Excerpted records:
%%

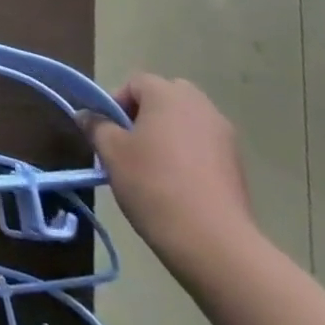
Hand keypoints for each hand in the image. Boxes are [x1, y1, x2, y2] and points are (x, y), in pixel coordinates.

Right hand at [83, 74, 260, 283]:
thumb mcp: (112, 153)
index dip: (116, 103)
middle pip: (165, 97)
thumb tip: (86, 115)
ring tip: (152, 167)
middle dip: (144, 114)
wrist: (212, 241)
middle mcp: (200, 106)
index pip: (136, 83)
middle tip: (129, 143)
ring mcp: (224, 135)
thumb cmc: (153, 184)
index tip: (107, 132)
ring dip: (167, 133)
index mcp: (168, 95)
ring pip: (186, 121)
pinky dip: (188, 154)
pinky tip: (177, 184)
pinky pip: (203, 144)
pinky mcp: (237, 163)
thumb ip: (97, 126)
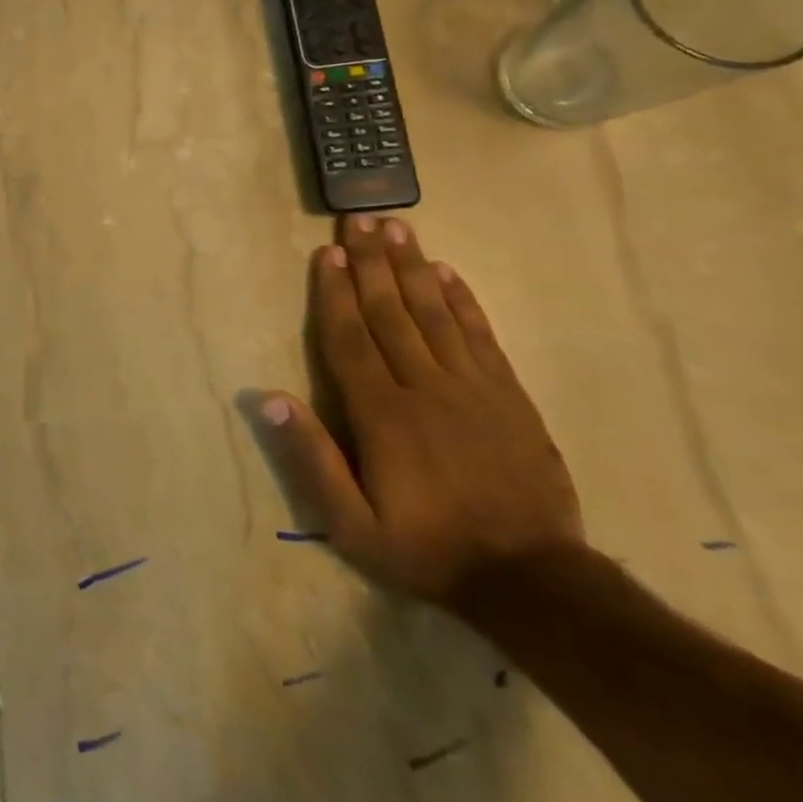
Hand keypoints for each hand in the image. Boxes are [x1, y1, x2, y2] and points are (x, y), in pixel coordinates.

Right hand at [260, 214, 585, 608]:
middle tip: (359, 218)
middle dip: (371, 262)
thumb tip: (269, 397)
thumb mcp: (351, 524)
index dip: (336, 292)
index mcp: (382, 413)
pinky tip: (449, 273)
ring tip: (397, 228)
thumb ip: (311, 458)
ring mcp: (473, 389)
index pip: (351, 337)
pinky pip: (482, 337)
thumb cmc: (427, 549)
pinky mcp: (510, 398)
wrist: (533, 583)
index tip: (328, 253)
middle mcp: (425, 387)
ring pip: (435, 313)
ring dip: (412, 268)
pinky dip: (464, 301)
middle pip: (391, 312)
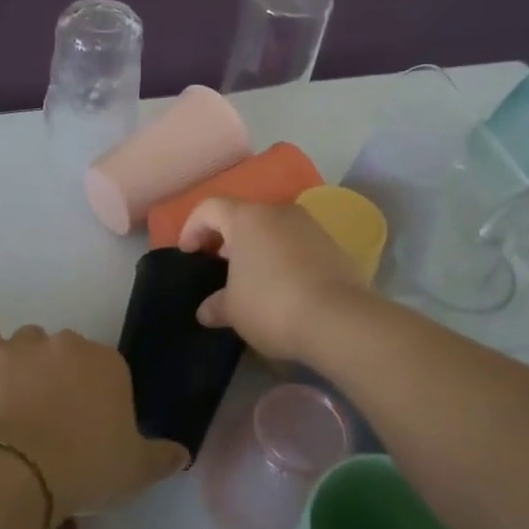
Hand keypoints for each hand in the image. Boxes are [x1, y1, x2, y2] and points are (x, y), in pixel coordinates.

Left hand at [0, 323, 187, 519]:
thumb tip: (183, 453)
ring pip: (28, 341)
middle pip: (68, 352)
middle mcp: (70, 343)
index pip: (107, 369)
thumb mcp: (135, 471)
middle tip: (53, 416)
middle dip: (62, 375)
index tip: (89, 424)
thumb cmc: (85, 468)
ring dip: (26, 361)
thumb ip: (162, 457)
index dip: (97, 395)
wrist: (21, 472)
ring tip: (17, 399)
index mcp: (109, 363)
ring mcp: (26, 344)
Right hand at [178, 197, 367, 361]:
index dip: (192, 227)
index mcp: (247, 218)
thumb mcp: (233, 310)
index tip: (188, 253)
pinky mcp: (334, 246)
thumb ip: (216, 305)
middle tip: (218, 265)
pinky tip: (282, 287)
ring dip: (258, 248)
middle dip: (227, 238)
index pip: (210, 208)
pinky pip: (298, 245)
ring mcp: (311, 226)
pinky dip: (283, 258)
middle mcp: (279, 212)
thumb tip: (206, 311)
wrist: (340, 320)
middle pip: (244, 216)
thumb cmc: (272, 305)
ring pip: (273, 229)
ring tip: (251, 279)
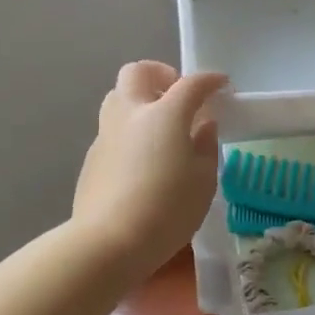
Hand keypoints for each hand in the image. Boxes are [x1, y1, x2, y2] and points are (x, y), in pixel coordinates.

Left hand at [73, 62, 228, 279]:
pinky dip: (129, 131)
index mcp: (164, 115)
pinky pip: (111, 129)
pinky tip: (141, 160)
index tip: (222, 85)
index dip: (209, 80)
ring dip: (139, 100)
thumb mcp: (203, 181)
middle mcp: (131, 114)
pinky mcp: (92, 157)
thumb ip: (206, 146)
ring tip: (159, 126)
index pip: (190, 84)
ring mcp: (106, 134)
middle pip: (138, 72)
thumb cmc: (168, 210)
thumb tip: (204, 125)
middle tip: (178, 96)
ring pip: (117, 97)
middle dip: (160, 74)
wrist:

%%

Directions for this task: An exact copy is needed of only the lines from the top of the material through the line with "ring pip: (273, 229)"; no pictures belong in it.

Exercise response:
Hand keypoints for each hand in the image. Boxes are [x1, y1, x2, y2] and points are (x, y), in pixel coordinates.

Right hand at [83, 74, 260, 283]:
thumb mcp: (112, 153)
index dip: (116, 103)
middle pip: (165, 97)
thumb tip: (86, 115)
ring tip: (152, 167)
middle dip: (144, 114)
wrist: (212, 241)
middle mcp: (200, 106)
index pip: (136, 83)
middle tip: (129, 143)
ring mcp: (224, 135)
thumb cmc: (153, 184)
index tip: (107, 132)
ring dip: (167, 133)
index mcp: (168, 95)
ring pip: (186, 121)
pinky dip: (188, 154)
pinky tip: (177, 184)
pinky pip: (203, 144)
pinky mcp: (237, 163)
thumb ip: (97, 126)
Hand keypoints for each hand in the image. Boxes are [x1, y1, x2, y2] and points are (x, y), in pixel coordinates.

Right hand at [260, 214, 585, 608]:
middle tip: (359, 218)
middle dip: (371, 262)
thumb tip: (269, 397)
thumb mcp: (351, 524)
index dip: (336, 292)
index mcp: (382, 413)
pinky tip: (449, 273)
ring tip: (397, 228)
thumb ip: (311, 458)
ring mcp: (473, 389)
index pip: (351, 337)
pinky pip: (482, 337)
thumb cmc: (427, 549)
pinky mcp: (510, 398)
wrist: (533, 583)
index tip: (328, 253)
middle mcp: (425, 387)
ring pip: (435, 313)
ring dip: (412, 268)
pinky dip: (464, 301)
middle pip: (391, 312)
Hand keypoints for each hand in the image. Boxes are [x1, y1, x2, y2] and points are (x, y), in pixel coordinates.

Left hand at [0, 323, 187, 519]:
thumb tip: (183, 453)
ring pip: (28, 341)
middle pip: (68, 352)
middle mcp: (70, 343)
index pip: (107, 369)
thumb mcp: (135, 471)
middle tip: (53, 416)
middle dip: (62, 375)
index tip: (89, 424)
thumb cmc: (85, 468)
ring dip: (26, 361)
thumb ip: (162, 457)
index dip: (97, 395)
wrist: (21, 472)
ring tip: (17, 399)
index mcp: (109, 363)
ring mcp: (26, 344)
Right hand at [178, 197, 367, 361]:
index dip: (192, 227)
index mcp: (247, 218)
thumb mcp: (233, 310)
index tip: (188, 253)
pinky mcp: (334, 246)
thumb ip: (216, 305)
middle tip: (218, 265)
pinky tip: (282, 287)
ring dip: (258, 248)
middle dip: (227, 238)
index pip: (210, 208)
pinky pip: (298, 245)
ring mcp: (311, 226)
pinky dip: (283, 258)
middle mcp: (279, 212)
thumb tip: (206, 311)
wrist: (340, 320)
middle pip: (244, 216)
thumb cmc: (272, 305)
ring pip: (273, 229)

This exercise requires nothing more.